[PATCH 2/2] drm/amdgpu: Process fences on IH overflow

Tue Jan 16 07:17:43 UTC 2024

Am 15.01.24 um 12:19 schrieb Friedrich Vock:
> On 15.01.24 11:26, Christian König wrote:
>> Am 14.01.24 um 14:00 schrieb Friedrich Vock:
>>> If the IH ring buffer overflows, it's possible that fence signal events
>>> were lost. Check each ring for progress to prevent job timeouts/GPU
>>> hangs due to the fences staying unsignaled despite the work being done.
>>
>> That's completely unnecessary and in some cases even harmful.
> How is it harmful? The only effect it can have is prevent unnecessary
> GPU hangs, no? It's not like it hides any legitimate errors that you'd
> otherwise see.

We have no guarantee that all ring buffers are actually fully 
initialized to allow fence processing.

Apart from that fence processing is the least of your problems when an 
IV overflow occurs. Other interrupt source which are not repeated are 
usually for more worse.

>>
>> We already have a timeout handler for that and overflows point to
>> severe system problem so they should never occur in a production system.
>
> IH ring buffer overflows are pretty reliably reproducible if you trigger
> a lot of page faults, at least on Deck. Why shouldn't enough page faults
> in quick succession be able to overflow the IH ring buffer?

At least not on recent hw generations. Since gfx9 we have a rate limit 
on the number of page faults generated.

What could maybe do as well is to change the default of vm_fault_stop, 
but for your case that would be even worse in production.

>
> The fence fallback timer as it is now is useless for this because it
> only gets triggered once after 0.5s. I guess an alternative approach
> would be to make a timer trigger for each work item in flight every
> 0.5s, but why should that be better than just handling overflow errors
> as they occur?

That is intentional. As I said an IH overflow just points out that there 
is something massively wrong in the HW programming.

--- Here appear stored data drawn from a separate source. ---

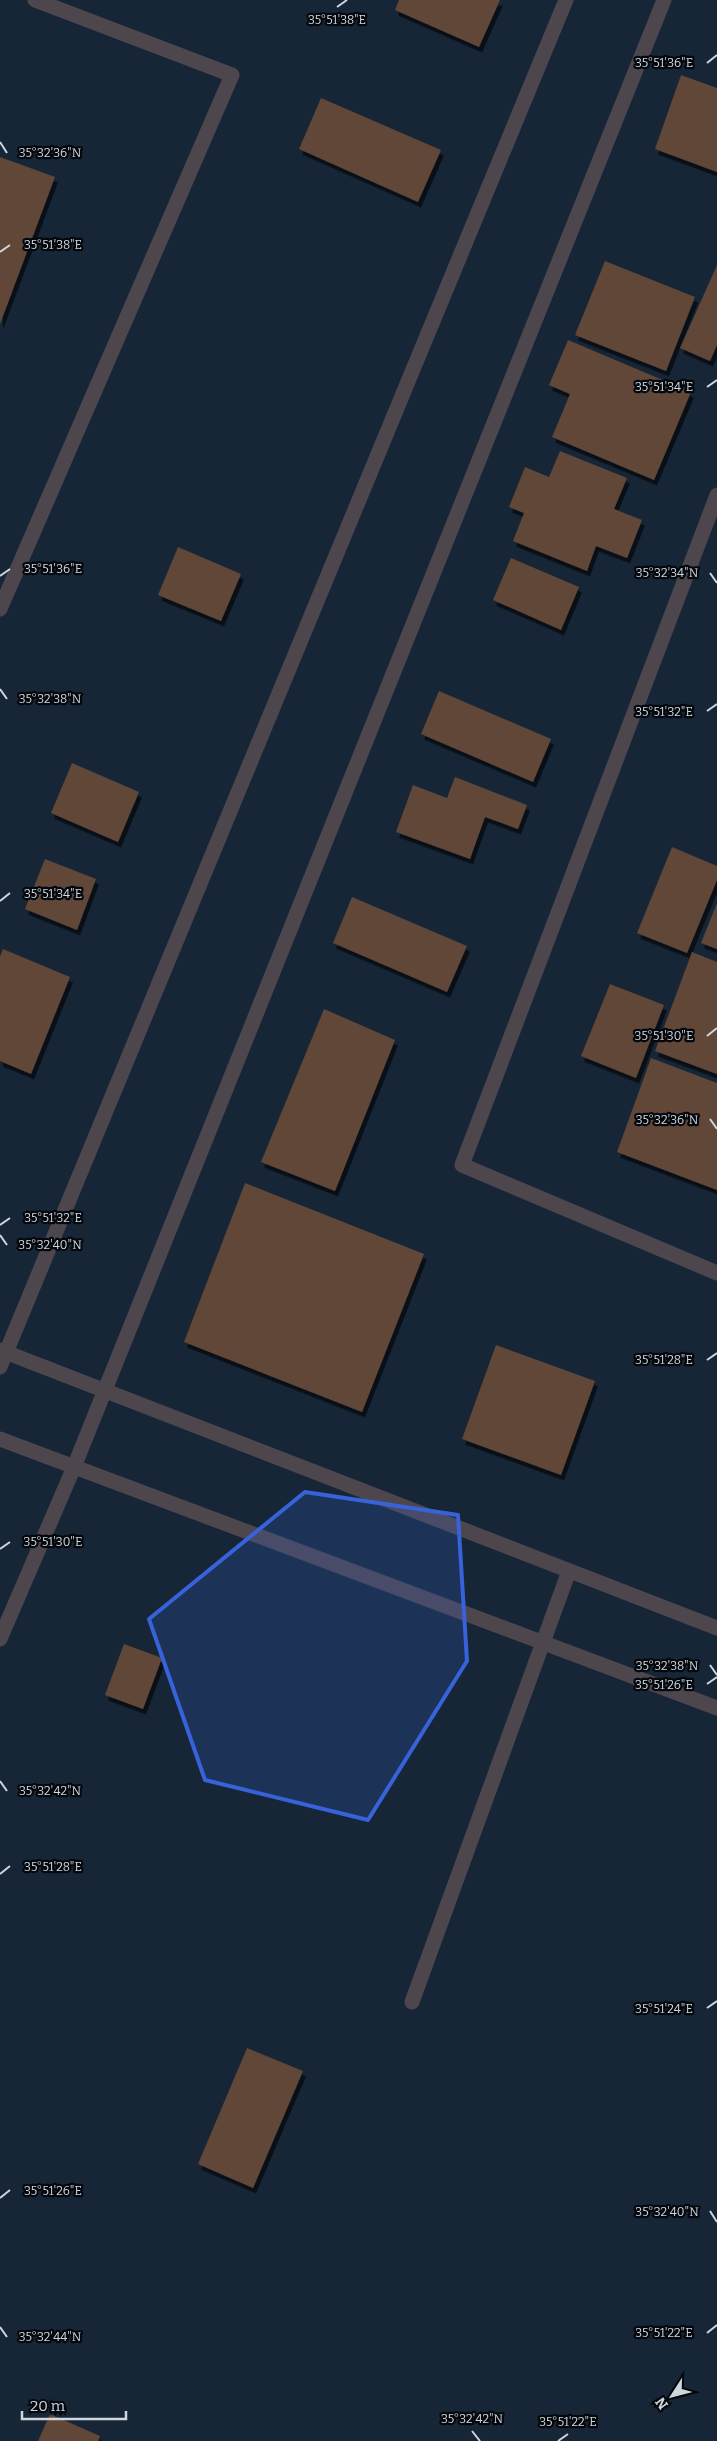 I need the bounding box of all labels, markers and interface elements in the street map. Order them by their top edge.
text: 35°51'38"E [308,13,366,27]
text: 35°51'36"E [635,56,693,70]
text: 35°32'36"N [19,146,82,160]
text: 35°51'38"E [24,238,82,252]
text: 35°51'34"E [635,380,693,394]
text: 35°51'36"E [24,562,82,576]
text: 35°32'34"N [636,566,699,580]
text: 35°32'38"N [19,692,82,706]
text: 35°51'32"E [635,705,693,719]
text: 35°51'34"E [24,887,82,901]
text: 35°51'30"E [635,1029,693,1043]
text: 35°32'36"N [636,1113,699,1127]
text: 35°51'32"E [24,1211,82,1225]
text: 35°32'40"N [18,1238,82,1252]
text: 35°51'28"E [635,1353,693,1367]
text: 35°51'30"E [24,1535,82,1549]
text: 35°32'38"N [636,1659,699,1673]
text: 35°51'26"E [635,1678,693,1692]
text: 35°32'42"N [19,1784,82,1798]
text: 35°51'28"E [24,1860,82,1874]
text: 35°51'24"E [635,2002,693,2016]
text: 35°51'26"E [24,2184,82,2198]
text: 35°32'40"N [635,2205,699,2219]
text: 35°51'22"E [635,2326,693,2340]
text: 35°32'44"N [19,2330,82,2344]
north arrow [647,2371,697,2421]
scale bar [22,2388,126,2420]
text: N [652,2394,672,2413]
text: 20 m [30,2397,66,2415]
text: 35°32'42"N [441,2412,504,2426]
text: 35°51'22"E [539,2415,597,2429] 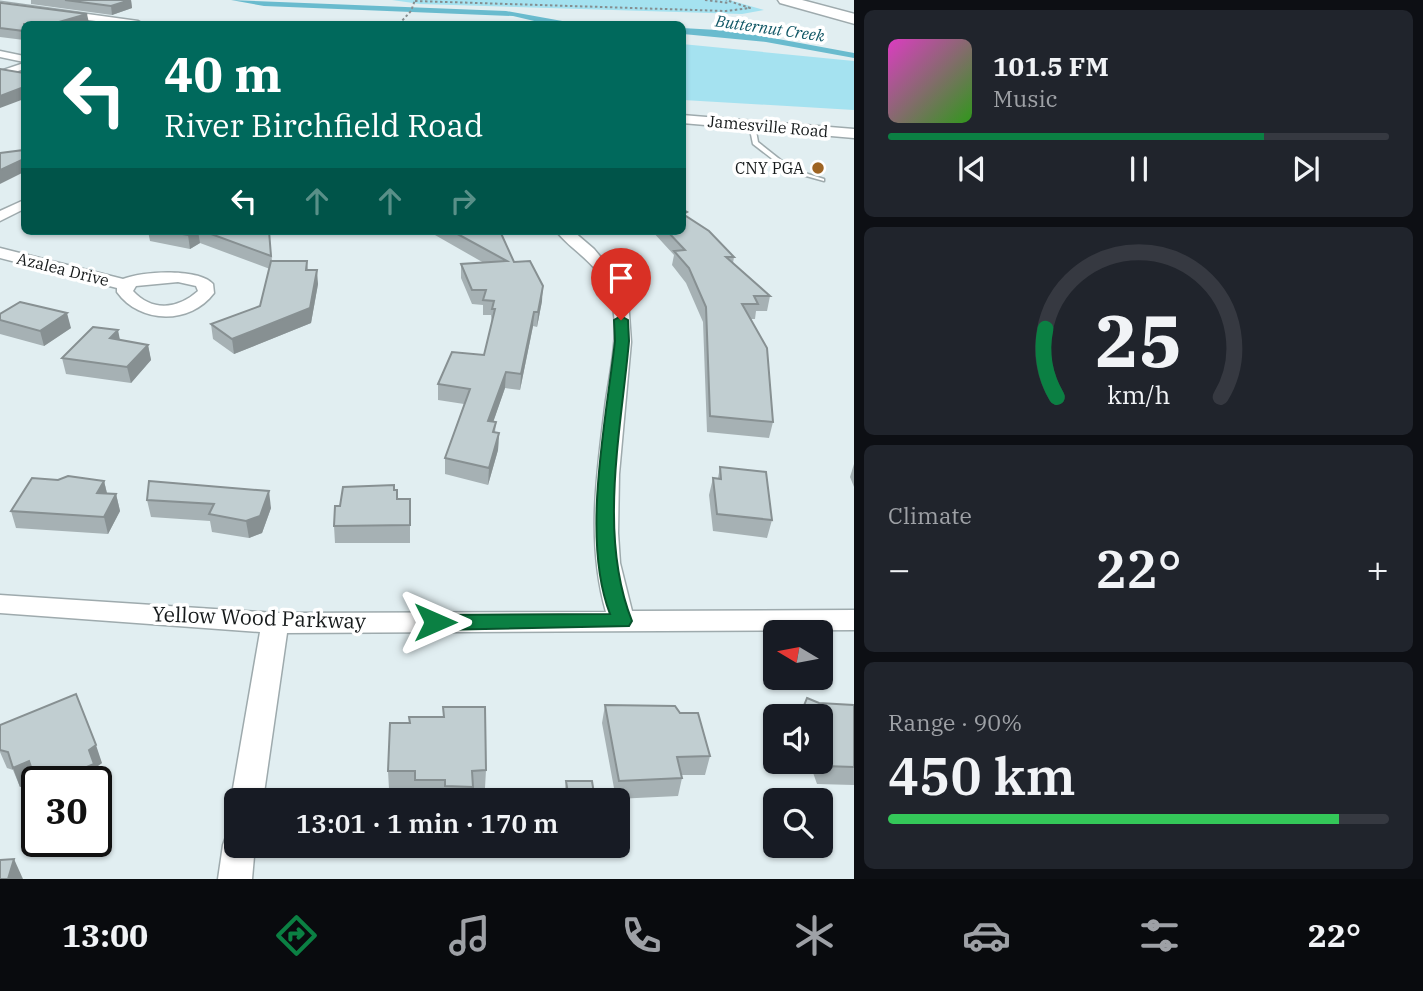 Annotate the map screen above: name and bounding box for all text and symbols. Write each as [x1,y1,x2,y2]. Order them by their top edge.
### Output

After gfx9 the IH should never produce overflow any more, otherwise 
either the ratelimit doesn't work or isn't enabled for some reason or 
the IH ring buffer is just to small.

Regards,
Christian.

>
> Regards,
> Friedrich
>
>>
>> Regards,
>> Christian.
>>
>>>
>>> Cc: Joshua Ashton <joshua at froggi.es>
>>> Cc: Alex Deucher <alexander.deucher at amd.com>
>>> Cc: stable at vger.kernel.org
>>>
>>> Signed-off-by: Friedrich Vock <friedrich.vock at gmx.de>
>>> ---
>>>   drivers/gpu/drm/amd/amdgpu/amdgpu_ih.c | 15 +++++++++++++++
>>>   1 file changed, 15 insertions(+)
>>>
>>> diff --git a/drivers/gpu/drm/amd/amdgpu/amdgpu_ih.c
>>> b/drivers/gpu/drm/amd/amdgpu/amdgpu_ih.c
>>> index f3b0aaf3ebc6..2a246db1d3a7 100644
>>> --- a/drivers/gpu/drm/amd/amdgpu/amdgpu_ih.c
>>> +++ b/drivers/gpu/drm/amd/amdgpu/amdgpu_ih.c
>>> @@ -209,6 +209,7 @@ int amdgpu_ih_process(struct amdgpu_device *adev,
>>> struct amdgpu_ih_ring *ih)
>>>   {
>>>       unsigned int count;
>>>       u32 wptr;
>>> +    int i;
>>>
>>>       if (!ih->enabled || adev->shutdown)
>>>           return IRQ_NONE;
>>> @@ -227,6 +228,20 @@ int amdgpu_ih_process(struct amdgpu_device
>>> *adev, struct amdgpu_ih_ring *ih)
>>>           ih->rptr &= ih->ptr_mask;
>>>       }
>>>
>>> +    /* If the ring buffer overflowed, we might have lost some fence
>>> +     * signal interrupts. Check if there was any activity so the 
>>> signal
>>> +     * doesn't get lost.
>>> +     */
>>> +    if (ih->overflow) {
>>> +        for (i = 0; i < AMDGPU_MAX_RINGS; ++i) {
>>> +            struct amdgpu_ring *ring = adev->rings[i];
>>> +
>>> +            if (!ring || !ring->fence_drv.initialized)
>>> +                continue;
>>> +            amdgpu_fence_process(ring);
>>> +        }
>>> +    }
>>> +
>>>       amdgpu_ih_set_rptr(adev, ih);
>>>       wake_up_all(&ih->wait_process);
>>>
>>> -- 
>>> 2.43.0
>>>
>>